Taken From Top Online Colleges

10 Vacations Where You Have To Go Low Tech

It’s hard to relax and enjoy your surroundings when your smart phone is constantly drawing you back to the virtual digital world. Some people are so addicted to their technology that they need to find a place where they are forced to detox. With an increasing number of vacation destinations advertising their high-tech capabilities, it’s getting more and more difficult to find a place where you can get unplugged. If you need to find a place to get away from your computer, phone and television, here are 10 vacations where you have to go low tech.

  1. Dry Camping in an RV – Amazingly enough, you don’t need to go to the ends of the earth to find a place with “no signal”. Traveling with an RV, especially in the deserts of America’s southwest, you can do what is called dry camping or boondocking. There are millions of acres of BLM land well out of range of cell and TV towers. There you can relax and explore, but still have all the comforts of home.
  2. Grand Canyon – If you’re just following the crowds on the rim of the Grand Canyon, you’re still going to have digital access to distract you from the spectacular view. However, if you travel deep into the bowels of the canyon, there are places like Phantom Ranch. It takes some doing to get there, but its well worth it to travelers who want to disconnect with technology and reconnect with nature.
  3. BWCA – The Boundary Waters Canoe Area on the Canadian border of Minnesota is the ultimate low tech vacation. You not only have to leave your technology behind, but also any motorized vehicles. Since everything has to be carried in, nobody wants to pack a laptop. AT&T wanted to put up a cell phone tower near the edge of the BWCA, but was prevented from doing so.
  4. Fishing – Avid fishermen know that the best way to get unplugged is to go fishing.
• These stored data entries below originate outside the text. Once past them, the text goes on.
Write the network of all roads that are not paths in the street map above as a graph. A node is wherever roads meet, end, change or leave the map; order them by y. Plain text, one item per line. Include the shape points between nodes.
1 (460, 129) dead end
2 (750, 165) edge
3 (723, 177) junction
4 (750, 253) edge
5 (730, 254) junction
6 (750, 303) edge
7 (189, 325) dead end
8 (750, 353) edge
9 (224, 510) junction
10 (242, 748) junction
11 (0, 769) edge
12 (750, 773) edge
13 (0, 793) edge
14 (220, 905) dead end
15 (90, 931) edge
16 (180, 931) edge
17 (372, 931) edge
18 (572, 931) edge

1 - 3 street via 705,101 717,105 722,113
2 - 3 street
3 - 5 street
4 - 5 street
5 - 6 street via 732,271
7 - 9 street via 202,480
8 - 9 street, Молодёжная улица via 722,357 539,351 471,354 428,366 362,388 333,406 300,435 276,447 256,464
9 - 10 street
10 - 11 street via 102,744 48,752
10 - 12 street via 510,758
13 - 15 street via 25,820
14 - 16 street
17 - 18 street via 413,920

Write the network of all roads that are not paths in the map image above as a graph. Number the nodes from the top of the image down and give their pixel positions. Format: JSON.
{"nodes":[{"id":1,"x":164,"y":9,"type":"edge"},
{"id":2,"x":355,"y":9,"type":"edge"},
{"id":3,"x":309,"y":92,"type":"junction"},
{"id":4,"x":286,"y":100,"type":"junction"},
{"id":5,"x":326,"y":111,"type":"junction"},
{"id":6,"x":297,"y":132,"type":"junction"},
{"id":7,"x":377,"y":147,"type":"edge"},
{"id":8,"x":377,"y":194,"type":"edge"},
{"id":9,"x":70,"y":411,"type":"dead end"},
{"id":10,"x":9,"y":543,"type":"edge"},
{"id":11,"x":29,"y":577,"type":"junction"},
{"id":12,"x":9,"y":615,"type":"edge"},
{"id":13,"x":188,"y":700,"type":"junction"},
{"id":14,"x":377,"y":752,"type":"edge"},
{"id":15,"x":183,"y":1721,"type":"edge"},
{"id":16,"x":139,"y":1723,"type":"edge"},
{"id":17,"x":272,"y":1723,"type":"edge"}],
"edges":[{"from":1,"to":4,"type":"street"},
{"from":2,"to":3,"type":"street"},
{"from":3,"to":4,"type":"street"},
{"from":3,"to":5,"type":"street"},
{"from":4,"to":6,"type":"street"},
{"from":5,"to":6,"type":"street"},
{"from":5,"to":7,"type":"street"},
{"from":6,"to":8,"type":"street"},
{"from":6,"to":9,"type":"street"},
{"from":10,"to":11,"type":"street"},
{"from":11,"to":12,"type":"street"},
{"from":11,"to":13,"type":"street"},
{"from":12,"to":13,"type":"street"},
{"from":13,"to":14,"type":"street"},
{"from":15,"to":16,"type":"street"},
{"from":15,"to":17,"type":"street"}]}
The best lakes and rivers with the biggest and most abundant fish are in remote areas far from any digital technology. Even if the cell phone works, you can’t fish and tweet at the same time. If you try, your fishing buddy is likely to throw your phone in the lake. Water and digital technology just don’t mix.
  5. Alaska – Another U.S. destination that makes it easy to go low tech is Alaska. Most of the vast wilderness of our biggest state is impossible to populate with cell phone towers. It doesn’t take much research to find places like the Ultima Thule Lodge where you can be transfixed by the Northern Lights display instead of a video one.
  6. Canada – That’s 5 unplugged destinations and we haven’t even left the country yet. Similar to Alaska, Canada also has vest expanses of wilderness to get away from technology. You can go camping with a tent 50 miles from the nearest store or book a vacation at one of their many fly-in resorts.
  7. Mongolia – For travelers who want a more exotic location, there are very few cell phone towers in Mongolia, so it’s pretty easy to go low tech there. You won’t get any signal at the Three Camel Lodge where you can stay in a traditional felt tent used by the local nomadic herders.
  8. Anquilla – In order to take temptation away from digitally addicted travelers, the Arawak Beach Inn in Anguilla locks up their digital devices upon arrival. They don’t want Blackberries and laptops distracting their guests from the relaxing vacation this Caribbean island has to offer.
  9. Grenadines – If you need a place to get away from it all, go to Petit St. Vincent in the Grenadines. There you can hide from digital distractions and enjoy the beauty of another Caribbean paradise. Dig your toes into the white sand beaches and live the life of a hermit if you so desire.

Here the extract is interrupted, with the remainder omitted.